Qualität von vorbespielten Kassetten
#1
Eigentlich ist die "vorbespielte" Kassette als "Billigmedium" verschrien und meine eigenen Erfahrungen mit Kassetten aus dem Pop-Rock Bereich bestätigen dieses (Vor-)Urteil größtenteils.
Jedoch bin ich auf einige Klassikaufnahmen (u.a. von Philips und CBS) gestoßen, deren Qualität mich sehr positiv überrascht hat. Diese Kassetten stammen überwiegend aus der Zeit, als CDs noch nicht sehr verbreitet waren und Kassetten DIE Alternative zu Vinyl waren (Vorbespielte Tonbänder lass ich mal aussen vor, der Markt dafür ist sicher kleiner gewesen).

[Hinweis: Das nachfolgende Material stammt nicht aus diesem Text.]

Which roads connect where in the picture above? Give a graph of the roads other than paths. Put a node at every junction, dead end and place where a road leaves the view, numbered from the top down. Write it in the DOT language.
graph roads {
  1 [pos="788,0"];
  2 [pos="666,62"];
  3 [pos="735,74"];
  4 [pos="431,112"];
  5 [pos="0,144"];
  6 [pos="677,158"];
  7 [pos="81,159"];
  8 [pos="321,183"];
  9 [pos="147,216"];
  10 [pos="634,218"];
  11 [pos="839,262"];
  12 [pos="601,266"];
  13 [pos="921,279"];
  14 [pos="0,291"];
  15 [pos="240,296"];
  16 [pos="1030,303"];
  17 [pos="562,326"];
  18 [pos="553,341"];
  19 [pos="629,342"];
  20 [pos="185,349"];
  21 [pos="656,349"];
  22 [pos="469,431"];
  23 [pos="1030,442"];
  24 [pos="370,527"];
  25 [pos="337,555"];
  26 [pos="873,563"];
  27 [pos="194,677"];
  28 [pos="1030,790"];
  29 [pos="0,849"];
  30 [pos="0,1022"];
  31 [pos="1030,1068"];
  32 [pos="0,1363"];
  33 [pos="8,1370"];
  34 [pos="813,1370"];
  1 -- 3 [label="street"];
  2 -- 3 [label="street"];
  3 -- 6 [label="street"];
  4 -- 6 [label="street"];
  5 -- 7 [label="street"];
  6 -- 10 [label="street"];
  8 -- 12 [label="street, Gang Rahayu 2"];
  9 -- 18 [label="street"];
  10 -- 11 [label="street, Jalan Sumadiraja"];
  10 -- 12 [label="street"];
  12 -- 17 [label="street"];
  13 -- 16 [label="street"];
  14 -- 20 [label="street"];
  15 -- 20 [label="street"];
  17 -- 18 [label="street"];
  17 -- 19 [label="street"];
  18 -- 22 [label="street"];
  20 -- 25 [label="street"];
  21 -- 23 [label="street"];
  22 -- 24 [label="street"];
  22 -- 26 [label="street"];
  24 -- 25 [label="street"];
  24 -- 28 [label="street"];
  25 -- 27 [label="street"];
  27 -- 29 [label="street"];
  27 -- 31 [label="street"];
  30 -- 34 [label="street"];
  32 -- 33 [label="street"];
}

Alle diese Kassetten haben eines gemeinsam: "Play on NORMAL not CHROME" Hinweis, obwohl Chromdioxid Band verwendet wird, aber EQ 120 µSec. Wurde 120 µSec Chromdioxid Band nur in vorbespielten Kassetten verwendet? Was steckt dahinter?

Die meisten der Kassetten sind DOLBY SYSTEM gekennzeichnet und haben oft einen Hinweis, dass DOLBY B bei der Aufnahme verwendet wurde. Auf einem Extrablatt mit den "liner notes" einer "Gould plays Bach" Kassette steht "New Dolby A transfers of original master tapes have been specially produced for MASTERWORK PORTRAITS ..." Wie ist das zu verstehen? (Die Kassette ist mit dem Doppel-D gekennzeichnet, weiter Angaben sind nicht vorhanden.) Müsste ich zum "richtigen" Abspielen einen Dolby A Kompander verwenden, oder bezieht sich das nur auf die Herstellung? (Ebenso von Interesse: Wie wurden/werden vorbespielte Kassetten im großen Rahmen hergestellt?) Abspielen dieser Kassette also mit Dolby B?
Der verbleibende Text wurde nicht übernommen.